Stanley Kauffmann of The New Republic wrote "Coonskin is a flawed but fierce little work of art, at a high level of imaginative energy and with some touches of brilliance".

==Legacy==
Coonskin was later re-released under the title Bustin' Out, but it was not a success. In 2003, the Online Film Critics Society ranked the film as the 97th greatest animated film of all time. Coonskin was released on VHS by Academy Entertainment in late 1987, and later by Xenon Entertainment Group in the 1990s, both under the re-release title, Street Fight. The 1987 edition carried the disclaimer, "Warning: This film offends everybody!".

In 2010, Shout! Factory announced that Coonskin would be released on DVD in November 2010, intending to release it with a reversible cover with both titles of the film.

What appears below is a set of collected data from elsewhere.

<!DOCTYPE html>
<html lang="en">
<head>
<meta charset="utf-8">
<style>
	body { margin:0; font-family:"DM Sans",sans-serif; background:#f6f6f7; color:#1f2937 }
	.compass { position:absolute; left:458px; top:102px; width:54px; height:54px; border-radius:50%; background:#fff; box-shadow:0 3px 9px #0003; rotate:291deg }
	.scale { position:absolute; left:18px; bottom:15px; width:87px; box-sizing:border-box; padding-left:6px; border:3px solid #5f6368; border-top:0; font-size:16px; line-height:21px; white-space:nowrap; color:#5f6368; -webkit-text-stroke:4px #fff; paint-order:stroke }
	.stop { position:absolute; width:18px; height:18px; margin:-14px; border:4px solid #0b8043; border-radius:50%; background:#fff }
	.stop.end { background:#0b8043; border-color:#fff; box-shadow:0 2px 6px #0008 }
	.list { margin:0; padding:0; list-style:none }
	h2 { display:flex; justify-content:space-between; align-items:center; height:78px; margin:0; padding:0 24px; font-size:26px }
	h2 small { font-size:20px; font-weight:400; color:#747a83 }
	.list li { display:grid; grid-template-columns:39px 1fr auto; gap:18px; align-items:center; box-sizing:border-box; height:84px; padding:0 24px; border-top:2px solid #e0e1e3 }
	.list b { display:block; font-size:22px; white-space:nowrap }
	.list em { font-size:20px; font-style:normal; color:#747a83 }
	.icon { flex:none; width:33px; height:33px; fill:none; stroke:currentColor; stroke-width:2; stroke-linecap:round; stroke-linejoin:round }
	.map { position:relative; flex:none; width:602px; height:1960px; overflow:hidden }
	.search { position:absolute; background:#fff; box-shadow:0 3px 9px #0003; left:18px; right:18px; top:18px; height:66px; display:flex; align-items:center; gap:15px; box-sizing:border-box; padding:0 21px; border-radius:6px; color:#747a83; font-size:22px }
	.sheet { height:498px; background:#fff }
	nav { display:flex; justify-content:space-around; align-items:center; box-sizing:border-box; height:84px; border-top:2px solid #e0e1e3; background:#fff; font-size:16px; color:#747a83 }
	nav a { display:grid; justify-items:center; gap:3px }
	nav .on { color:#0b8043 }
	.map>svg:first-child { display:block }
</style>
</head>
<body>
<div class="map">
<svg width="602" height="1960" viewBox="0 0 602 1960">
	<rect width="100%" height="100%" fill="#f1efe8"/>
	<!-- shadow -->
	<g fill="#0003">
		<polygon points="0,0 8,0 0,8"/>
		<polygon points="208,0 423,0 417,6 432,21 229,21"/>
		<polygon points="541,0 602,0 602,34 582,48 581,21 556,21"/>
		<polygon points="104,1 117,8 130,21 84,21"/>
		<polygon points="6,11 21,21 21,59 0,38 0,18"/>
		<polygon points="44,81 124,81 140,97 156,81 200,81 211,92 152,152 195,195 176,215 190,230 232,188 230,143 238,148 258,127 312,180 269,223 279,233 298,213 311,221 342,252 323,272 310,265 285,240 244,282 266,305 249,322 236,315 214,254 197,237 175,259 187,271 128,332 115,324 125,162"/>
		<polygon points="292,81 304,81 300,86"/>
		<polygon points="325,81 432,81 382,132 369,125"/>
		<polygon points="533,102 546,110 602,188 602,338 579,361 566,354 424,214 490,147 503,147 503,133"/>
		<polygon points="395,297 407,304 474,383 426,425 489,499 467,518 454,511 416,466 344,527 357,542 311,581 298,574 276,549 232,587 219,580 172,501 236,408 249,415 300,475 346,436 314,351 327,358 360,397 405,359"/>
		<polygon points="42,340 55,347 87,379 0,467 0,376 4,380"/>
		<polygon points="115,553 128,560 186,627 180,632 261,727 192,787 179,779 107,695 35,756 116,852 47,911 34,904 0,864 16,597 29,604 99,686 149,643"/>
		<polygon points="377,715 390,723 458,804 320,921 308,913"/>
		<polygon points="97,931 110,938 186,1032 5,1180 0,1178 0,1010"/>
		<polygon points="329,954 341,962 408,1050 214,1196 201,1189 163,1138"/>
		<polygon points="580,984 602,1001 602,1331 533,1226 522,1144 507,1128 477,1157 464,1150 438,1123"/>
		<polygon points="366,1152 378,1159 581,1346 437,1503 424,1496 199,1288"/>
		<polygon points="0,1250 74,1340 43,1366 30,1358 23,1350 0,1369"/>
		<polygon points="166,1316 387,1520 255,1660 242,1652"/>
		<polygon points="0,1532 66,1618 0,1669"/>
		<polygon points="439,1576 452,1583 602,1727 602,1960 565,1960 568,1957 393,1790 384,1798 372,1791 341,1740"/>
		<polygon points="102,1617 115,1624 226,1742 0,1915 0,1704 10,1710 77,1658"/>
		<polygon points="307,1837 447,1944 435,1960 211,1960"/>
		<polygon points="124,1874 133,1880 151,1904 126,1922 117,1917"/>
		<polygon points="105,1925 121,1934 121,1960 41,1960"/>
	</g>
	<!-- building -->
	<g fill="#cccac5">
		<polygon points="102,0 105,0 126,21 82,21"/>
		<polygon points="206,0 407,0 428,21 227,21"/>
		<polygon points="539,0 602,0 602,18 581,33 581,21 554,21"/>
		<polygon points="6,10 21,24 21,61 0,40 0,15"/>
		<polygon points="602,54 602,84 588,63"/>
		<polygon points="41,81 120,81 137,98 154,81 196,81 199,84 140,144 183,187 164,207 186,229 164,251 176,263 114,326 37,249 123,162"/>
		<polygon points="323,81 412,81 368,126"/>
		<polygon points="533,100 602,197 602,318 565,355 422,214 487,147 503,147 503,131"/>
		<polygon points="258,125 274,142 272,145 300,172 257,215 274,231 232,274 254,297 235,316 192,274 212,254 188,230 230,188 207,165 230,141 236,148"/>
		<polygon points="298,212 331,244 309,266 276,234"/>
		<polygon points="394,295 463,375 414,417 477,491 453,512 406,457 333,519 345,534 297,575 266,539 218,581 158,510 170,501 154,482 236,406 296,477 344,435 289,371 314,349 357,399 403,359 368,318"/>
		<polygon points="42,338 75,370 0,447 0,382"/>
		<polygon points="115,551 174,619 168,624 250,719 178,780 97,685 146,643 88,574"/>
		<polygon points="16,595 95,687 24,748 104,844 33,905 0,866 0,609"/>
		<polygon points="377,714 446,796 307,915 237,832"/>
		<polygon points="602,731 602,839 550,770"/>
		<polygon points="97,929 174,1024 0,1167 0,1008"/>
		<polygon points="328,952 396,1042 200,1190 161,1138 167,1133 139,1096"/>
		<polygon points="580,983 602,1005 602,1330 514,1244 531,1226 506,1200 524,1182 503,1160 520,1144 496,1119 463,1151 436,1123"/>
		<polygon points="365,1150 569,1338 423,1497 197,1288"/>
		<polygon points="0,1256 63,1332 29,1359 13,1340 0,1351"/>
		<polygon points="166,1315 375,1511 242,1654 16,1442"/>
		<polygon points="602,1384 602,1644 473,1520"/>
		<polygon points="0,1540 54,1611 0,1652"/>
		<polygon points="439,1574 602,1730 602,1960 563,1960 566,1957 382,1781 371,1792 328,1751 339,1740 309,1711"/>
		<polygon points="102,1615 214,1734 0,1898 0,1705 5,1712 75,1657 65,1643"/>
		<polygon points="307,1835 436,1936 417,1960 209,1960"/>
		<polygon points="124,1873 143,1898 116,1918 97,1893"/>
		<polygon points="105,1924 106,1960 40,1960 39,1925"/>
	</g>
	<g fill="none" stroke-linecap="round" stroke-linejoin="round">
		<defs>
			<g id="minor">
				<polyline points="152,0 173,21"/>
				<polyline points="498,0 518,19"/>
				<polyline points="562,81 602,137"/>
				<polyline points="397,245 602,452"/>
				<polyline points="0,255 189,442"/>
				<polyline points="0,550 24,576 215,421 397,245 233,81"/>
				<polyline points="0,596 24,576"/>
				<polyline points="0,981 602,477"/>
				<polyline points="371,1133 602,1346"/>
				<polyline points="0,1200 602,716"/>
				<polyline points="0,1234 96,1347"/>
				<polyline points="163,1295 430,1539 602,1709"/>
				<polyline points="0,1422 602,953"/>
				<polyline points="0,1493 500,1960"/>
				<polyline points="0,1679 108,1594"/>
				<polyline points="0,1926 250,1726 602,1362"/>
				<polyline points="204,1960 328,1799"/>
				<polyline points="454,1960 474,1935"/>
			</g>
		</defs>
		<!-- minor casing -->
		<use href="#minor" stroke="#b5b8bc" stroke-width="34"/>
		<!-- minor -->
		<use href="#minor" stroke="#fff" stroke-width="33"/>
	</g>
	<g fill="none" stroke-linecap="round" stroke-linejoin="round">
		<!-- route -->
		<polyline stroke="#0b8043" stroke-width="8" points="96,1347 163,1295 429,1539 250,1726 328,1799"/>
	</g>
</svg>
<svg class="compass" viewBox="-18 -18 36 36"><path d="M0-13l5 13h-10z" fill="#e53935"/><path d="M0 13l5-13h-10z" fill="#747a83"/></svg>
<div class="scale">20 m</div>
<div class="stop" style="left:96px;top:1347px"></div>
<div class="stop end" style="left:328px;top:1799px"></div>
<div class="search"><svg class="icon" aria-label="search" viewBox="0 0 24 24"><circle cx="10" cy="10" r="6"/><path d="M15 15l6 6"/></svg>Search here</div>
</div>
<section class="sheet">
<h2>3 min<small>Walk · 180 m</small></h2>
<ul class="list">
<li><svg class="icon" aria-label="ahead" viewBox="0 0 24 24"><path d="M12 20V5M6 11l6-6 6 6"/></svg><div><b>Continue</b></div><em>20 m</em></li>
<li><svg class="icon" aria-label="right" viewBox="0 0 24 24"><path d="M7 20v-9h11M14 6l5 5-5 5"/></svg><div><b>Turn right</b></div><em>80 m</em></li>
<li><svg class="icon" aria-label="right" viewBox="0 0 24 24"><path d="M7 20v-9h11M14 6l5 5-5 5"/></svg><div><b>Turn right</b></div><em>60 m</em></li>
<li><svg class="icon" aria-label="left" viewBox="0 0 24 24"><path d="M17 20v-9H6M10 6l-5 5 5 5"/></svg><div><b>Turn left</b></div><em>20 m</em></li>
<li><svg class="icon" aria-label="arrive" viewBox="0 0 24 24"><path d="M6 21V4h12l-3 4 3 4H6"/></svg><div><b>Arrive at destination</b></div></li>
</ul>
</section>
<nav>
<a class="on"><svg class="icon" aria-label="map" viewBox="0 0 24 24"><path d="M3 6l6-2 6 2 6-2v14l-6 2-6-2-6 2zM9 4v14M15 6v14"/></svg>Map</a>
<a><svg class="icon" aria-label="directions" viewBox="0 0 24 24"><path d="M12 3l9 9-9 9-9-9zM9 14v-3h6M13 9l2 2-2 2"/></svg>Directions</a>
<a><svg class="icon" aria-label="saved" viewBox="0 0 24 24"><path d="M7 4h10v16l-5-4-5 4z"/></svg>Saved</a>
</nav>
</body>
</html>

The release was cancelled due to a legal issue involving ownership of the rights to the film, resolved with Xenon's DVD release in 2012. The 2012 release was the first official home video release to carry the film's original title. The film was first released on Blu-ray in Germany in 2015.

In September 2012, Bakshi incorporated animation from Coonskin into a new short film, Trickle Dickle Down, criticizing Republican presidential candidate Mitt Romney.